The ability to equivocate artfully in the essay not only reveals an agile mind in motion, but also a kind of global awareness of the heterogeneous nature of one’s subject matter, and even the limitations of the essayist in the act of writing itself. Admitting one’s shortcomings, in other words, is a way of pulling back the curtain and exposing our very humanness as we try to sort out some puzzle, quirk or riddle in the world. No one was more agile, equivocal or aware than Montaigne, the great progenitor of the essay. The opening lines in his essay, “Of Books,” for instance, show a cascade of nimble and equivocal movements. “I have no doubt,” he wrote,

that I often happen to speak of things that are better treated by the masters of the craft, and more truthfully. This is purely the essay of my natural faculties, and not at all of the acquired ones; and whoever shall catch me in ignorance will do nothing against me for I should hardly be answerable for my ideas to others, I who am not answerable for them to myself, or satisfied with them.
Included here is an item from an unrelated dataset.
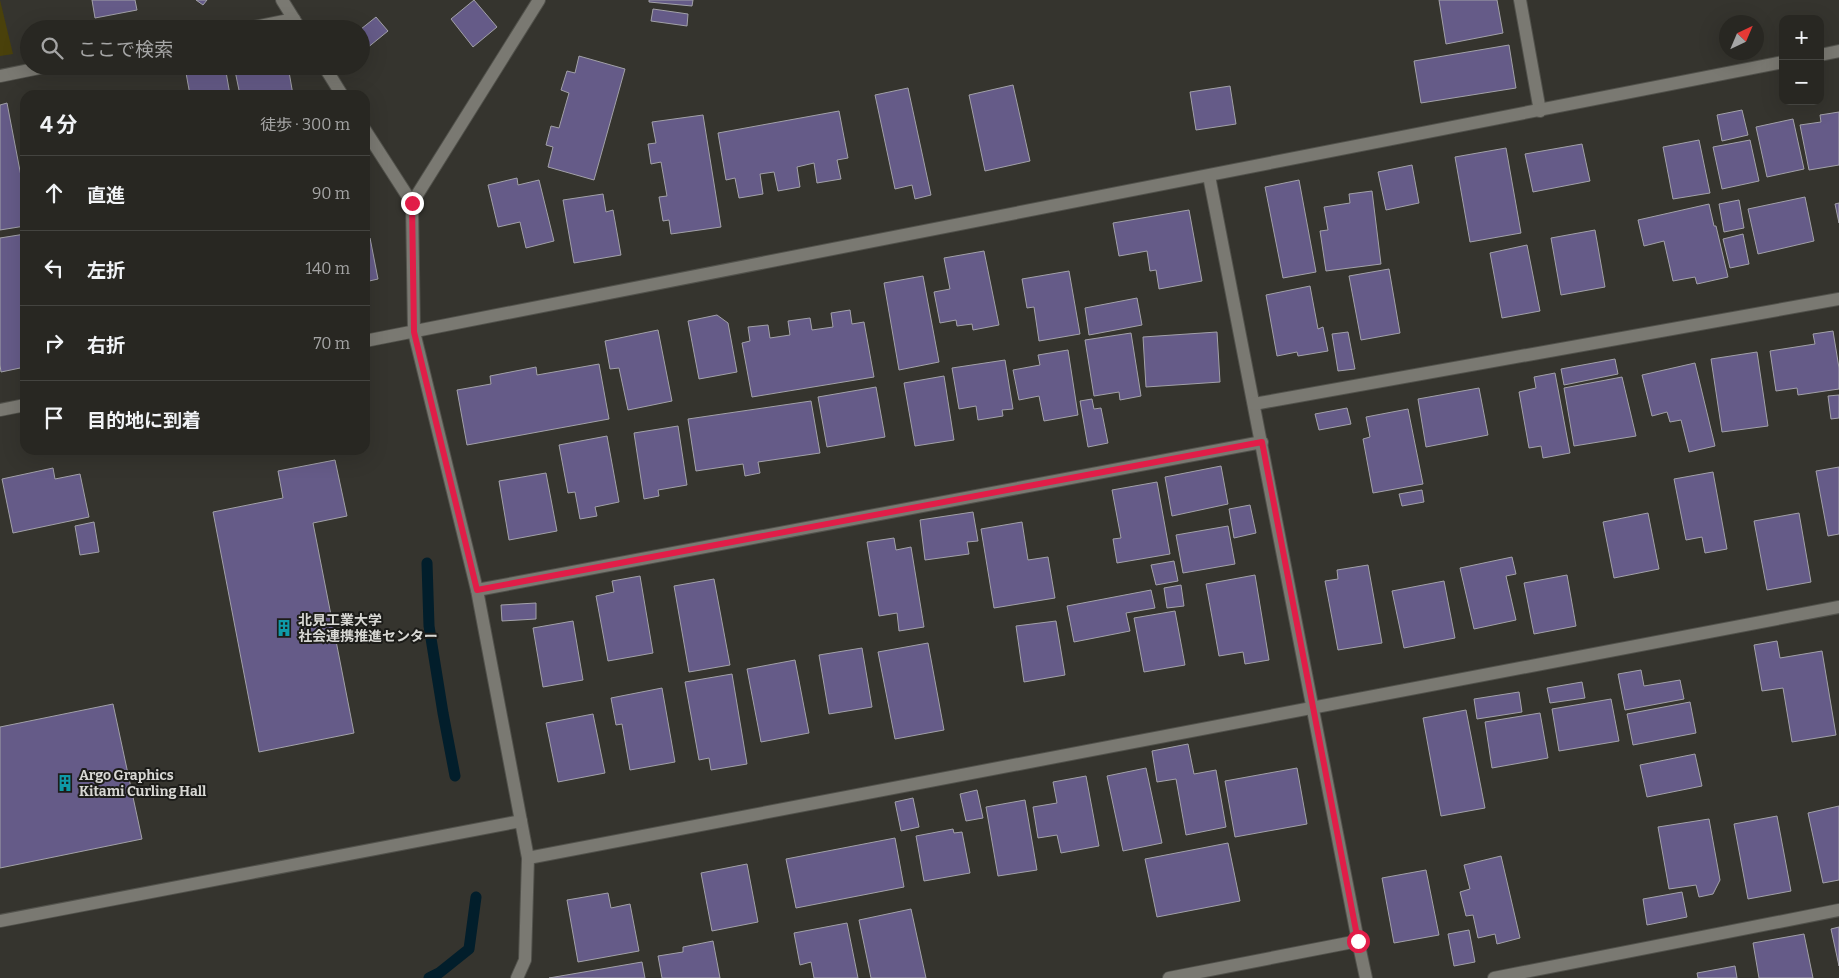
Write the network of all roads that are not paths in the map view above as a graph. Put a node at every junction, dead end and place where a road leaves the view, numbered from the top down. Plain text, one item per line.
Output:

We see in these lines a writer who was comfortable admitting his layman status and limitations in engaging his subject (i.e. he was not a trained scholar of literature, per se), but also a man who gave himself permission to write about literature to the best of his abilities. “And if I am a man of some reading,” he conceded, “I am a man of no retentiveness. Thus I guarantee no certainty. . .” More than just merely arming himself against possible criticisms from the learned elite, Montaigne’s equivocal pivoting cuts right to the heart of his great project: to write of himself, truly, deficiencies and all. It is this “everyman” quality in his essays—his egalitarian disposition—that allows for that democratic spirit to thrive on the page.

That he “guarantee[s] no certainty” is significant. The writer who sets out to guarantee certainty in an essay is doomed from the start, whereas the uncertain writer of a short story will likely fail to exact the verisimilitude upon which the short story relies. Essayists court uncertainty and are, in a sense, practitioners of Keats’ negative capability because they possess the faculty “of being in uncertainties, Mysteries, doubts, without any irritable reaching after fact & reason . . .” In his foundational essay, “The Crack-Up,” F. Scott Fitzgerald put it another way: “[T]he test of a first rate intelligence is the ability to hold two opposed ideas in the mind at the same time, and still retain the ability to function.” Essayists are, in other words, no strangers to contradiction. Indeed, when you look at the whole of Montaigne’s oeuvre, you see him engaging human contradiction at every turn, and within himself most of all. Scholar Peter Mark once noted that, “[l]ike Shakespeare, Montaigne is especially concerned with contradiction and paradox. Often he insists on the importance of both sides or a contradiction, real or apparent.” That insistence on the relative merit of both sides of a paradox is executed by way of artful equivocation. It is a rhetorical method that allows for “equal voice” and “equal significance.”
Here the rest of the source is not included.